Desde pequeña, la joven Nadiushka fue consentida en todo momento, creciendo como una pequeña déspota en su reino de fantasía. También fue educada como correspondía a una hija de la nobleza, destacando desde pequeña en el estudio de las ciencias naturales. Su curiosidad precoz y, por qué no decirlo, una innata crueldad le permitieron progresar rápidamente en el estudio de las ciencias de la vida.
El goteo de diferentes institutrices (que llegaban, intentaban gobernar a la ingobernable chiquilla y abandonaban cansadas, escandalizadas y, en algunos casos, genuinamente aterradas) paró cuando se presentó en la puerta del castillo una pequeña figura vestida de negro, de nariz azulada, apoyada en un nudoso cayado más alto que ella, dispuesta a hacerse cargo de la educación de la pequeña.
Rápidamente se hizo cargo de toda la educación de la pequeña, de la formal hasta la no tan formal. Y cuando la pequeña Nadiushka tenía uno de sus arrebatos dictatoriales, una sola mirada de su Baba conseguía centrarla.
Y, a medida que Nadiushka crecía, su educación se expandía. Pronto empezó a recolectar hierbas y semillas en unas horas concretas del mes. Una sección enorme del caserío fue destinado como sala de estudio, donde Nadiushka pasaba horas y horas fermentando, destilando y probando distintas pociones.
Esto es lo que me devuelve Google cuando le pido "bosque tenebroso" ¬¬'
Una vez murió el vizconde, el título de Ksiaze de Svyatopolk pasó a Nadiushka, que abandonó sus estudios en el bosque para trasladarse a la corte. Su juventud y belleza no pasaron inadvertidas, pero fueron sus “destilados” los que le permitieron ascender a cotas de poder e influencia que su padre jamás pudo conseguir.

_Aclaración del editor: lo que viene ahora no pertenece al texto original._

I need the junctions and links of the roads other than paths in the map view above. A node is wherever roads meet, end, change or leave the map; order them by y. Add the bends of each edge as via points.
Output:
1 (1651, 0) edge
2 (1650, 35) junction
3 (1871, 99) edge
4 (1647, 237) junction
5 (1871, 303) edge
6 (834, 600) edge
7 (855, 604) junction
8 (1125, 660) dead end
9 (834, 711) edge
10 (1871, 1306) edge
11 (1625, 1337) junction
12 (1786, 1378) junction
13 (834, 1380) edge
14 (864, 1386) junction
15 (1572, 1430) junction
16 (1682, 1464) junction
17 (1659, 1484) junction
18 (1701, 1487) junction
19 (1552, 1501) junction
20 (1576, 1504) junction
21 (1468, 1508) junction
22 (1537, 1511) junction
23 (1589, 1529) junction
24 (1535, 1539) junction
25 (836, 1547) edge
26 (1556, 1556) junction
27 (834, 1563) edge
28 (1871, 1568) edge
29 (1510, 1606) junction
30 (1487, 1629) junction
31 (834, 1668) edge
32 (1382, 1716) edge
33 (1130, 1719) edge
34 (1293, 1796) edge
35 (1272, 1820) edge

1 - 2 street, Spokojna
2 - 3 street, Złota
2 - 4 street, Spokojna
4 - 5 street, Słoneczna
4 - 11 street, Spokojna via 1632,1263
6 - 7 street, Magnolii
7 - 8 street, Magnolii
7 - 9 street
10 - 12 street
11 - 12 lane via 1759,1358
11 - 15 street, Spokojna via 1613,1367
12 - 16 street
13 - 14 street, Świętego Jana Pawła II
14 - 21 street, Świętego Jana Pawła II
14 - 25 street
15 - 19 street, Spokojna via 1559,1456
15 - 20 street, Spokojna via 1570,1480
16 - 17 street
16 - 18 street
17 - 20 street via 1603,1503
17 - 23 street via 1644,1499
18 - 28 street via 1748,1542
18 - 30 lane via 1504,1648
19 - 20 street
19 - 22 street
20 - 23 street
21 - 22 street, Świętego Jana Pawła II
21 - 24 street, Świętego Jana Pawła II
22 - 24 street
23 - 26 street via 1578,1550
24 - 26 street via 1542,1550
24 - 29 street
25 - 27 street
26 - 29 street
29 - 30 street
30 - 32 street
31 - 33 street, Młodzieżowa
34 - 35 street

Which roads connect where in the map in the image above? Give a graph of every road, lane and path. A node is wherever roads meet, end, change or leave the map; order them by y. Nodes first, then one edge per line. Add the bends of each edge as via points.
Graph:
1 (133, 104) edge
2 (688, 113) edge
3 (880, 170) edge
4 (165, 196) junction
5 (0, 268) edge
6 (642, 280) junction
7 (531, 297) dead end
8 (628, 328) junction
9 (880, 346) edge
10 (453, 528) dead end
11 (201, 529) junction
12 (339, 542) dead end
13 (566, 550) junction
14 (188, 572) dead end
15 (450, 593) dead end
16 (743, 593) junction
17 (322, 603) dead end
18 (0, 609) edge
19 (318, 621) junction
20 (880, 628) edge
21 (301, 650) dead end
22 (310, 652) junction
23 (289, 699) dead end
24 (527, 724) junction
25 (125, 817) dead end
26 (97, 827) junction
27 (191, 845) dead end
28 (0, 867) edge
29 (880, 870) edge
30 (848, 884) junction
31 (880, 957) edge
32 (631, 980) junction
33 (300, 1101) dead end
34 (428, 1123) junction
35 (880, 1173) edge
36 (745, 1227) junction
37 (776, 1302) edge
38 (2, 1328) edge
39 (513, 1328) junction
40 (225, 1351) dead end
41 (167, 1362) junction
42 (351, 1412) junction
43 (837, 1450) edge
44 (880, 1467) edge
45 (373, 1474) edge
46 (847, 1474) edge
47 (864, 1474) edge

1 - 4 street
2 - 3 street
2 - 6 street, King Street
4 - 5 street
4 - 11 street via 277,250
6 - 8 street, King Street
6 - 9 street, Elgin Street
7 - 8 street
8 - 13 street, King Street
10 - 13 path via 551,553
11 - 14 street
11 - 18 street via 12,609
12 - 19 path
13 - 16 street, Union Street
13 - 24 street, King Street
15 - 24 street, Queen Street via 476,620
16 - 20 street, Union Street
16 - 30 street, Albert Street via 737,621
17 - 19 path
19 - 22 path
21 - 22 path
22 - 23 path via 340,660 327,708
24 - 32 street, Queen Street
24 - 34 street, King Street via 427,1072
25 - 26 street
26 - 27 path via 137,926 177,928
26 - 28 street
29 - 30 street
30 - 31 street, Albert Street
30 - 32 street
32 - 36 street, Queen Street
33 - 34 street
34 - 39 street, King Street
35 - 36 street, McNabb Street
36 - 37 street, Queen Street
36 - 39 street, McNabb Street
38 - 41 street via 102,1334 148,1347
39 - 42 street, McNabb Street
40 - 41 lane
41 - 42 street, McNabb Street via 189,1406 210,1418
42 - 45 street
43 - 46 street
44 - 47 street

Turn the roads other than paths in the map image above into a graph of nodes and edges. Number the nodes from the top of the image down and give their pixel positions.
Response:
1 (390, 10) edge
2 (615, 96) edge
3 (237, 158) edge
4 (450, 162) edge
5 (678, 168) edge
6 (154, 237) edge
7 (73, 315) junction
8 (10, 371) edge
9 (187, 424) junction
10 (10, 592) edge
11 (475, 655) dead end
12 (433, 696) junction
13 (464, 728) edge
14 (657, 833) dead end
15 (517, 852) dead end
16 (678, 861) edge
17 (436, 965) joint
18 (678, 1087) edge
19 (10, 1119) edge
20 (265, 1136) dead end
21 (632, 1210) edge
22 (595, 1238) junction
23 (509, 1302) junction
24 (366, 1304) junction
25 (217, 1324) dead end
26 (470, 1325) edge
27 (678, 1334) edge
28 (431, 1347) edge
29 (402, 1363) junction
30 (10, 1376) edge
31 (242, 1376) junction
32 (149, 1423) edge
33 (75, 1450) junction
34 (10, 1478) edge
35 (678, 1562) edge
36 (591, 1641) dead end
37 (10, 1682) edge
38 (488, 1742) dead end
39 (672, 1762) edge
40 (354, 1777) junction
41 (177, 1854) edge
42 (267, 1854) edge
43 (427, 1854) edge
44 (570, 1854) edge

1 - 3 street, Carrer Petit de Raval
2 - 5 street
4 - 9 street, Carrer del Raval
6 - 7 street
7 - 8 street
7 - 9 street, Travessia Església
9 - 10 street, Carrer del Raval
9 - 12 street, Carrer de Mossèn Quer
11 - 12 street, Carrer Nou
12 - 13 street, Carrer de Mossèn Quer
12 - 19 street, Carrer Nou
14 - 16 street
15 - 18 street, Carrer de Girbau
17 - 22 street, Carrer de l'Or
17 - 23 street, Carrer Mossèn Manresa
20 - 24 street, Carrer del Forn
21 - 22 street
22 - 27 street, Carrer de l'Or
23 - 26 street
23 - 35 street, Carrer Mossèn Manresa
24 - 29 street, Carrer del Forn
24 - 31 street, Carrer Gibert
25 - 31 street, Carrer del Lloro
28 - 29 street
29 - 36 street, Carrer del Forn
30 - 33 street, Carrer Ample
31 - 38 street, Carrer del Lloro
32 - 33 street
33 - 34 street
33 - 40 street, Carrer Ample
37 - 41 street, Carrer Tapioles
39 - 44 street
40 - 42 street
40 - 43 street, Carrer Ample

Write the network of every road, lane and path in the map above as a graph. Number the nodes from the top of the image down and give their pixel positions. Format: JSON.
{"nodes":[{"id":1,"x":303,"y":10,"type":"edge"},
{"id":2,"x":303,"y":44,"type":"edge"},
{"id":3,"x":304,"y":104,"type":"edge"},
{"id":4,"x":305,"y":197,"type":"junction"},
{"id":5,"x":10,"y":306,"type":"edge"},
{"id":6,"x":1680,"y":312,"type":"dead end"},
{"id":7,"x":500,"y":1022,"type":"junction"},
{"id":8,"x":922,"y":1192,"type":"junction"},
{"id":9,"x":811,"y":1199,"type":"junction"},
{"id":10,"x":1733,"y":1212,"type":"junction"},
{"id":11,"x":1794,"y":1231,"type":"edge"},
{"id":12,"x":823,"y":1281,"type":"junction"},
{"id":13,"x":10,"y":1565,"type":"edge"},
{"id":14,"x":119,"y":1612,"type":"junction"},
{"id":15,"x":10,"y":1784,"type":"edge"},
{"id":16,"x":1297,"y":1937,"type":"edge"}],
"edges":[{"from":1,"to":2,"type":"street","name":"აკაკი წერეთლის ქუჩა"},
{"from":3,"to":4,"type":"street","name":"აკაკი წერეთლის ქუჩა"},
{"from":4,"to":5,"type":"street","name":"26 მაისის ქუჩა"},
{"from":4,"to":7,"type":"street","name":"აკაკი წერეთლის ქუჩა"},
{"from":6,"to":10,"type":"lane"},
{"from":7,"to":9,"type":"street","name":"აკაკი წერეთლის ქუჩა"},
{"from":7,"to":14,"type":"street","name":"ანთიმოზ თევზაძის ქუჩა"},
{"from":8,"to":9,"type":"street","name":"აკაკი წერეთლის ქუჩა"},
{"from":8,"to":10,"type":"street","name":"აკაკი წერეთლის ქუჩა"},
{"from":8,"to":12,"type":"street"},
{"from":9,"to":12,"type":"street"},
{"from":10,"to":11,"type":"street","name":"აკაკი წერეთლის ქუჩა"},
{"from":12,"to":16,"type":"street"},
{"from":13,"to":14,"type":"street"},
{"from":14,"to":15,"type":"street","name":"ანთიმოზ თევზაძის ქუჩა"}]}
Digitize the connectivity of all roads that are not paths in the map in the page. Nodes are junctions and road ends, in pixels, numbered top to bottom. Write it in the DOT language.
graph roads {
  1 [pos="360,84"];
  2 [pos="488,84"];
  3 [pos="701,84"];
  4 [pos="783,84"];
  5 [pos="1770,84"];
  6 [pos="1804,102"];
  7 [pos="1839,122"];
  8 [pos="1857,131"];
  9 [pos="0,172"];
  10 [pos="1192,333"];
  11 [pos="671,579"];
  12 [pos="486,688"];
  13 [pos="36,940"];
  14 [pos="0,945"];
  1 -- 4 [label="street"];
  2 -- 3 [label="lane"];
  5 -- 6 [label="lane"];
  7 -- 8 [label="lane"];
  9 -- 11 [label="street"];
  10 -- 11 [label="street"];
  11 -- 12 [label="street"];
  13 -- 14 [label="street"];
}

Y es que la joven Nadiushka tenía el bebedizo apropiado para todas las situaciones: calmantes para la primeriza parturienta (que fuera la amante del duque fue solo coincidencia), tónicos vigorizantes para el viejo duque, narcóticos y extasiantes elixires para las fiestas de la condesa… La joven Nadiushka pronto extendió sus tentáculos por toda la corte. Y si alguien suponía una molestia… misteriosamente, solían morir de manera natural poco después.
Así, poco a poco, una palabra solía ir asociada a su nombre: Bruja. Que fuera dicha con reverencia o con repulsión solía tener que ver con el sexo de quien la pronunciaba.
Pronto se encontró con una cohorte de seguidoras, jóvenes encandiladas con su belleza, su seguridad y sus artes. Y, de entre ellas, escogió a su primera aprendiz: Nadja, una joven despierta, pecosa y pelín ingenua. A ella siguieron otras tantas: Vera, Zoritza, Dusa…
Ninguna permanecía mucho tiempo como su aprendiz. Tampoco se las volvía a ver.
Los años pasaron, igual que las aprendices. Pero no para Nadiushka, que seguía manteniéndose igual de joven que cuando llegó a la corte.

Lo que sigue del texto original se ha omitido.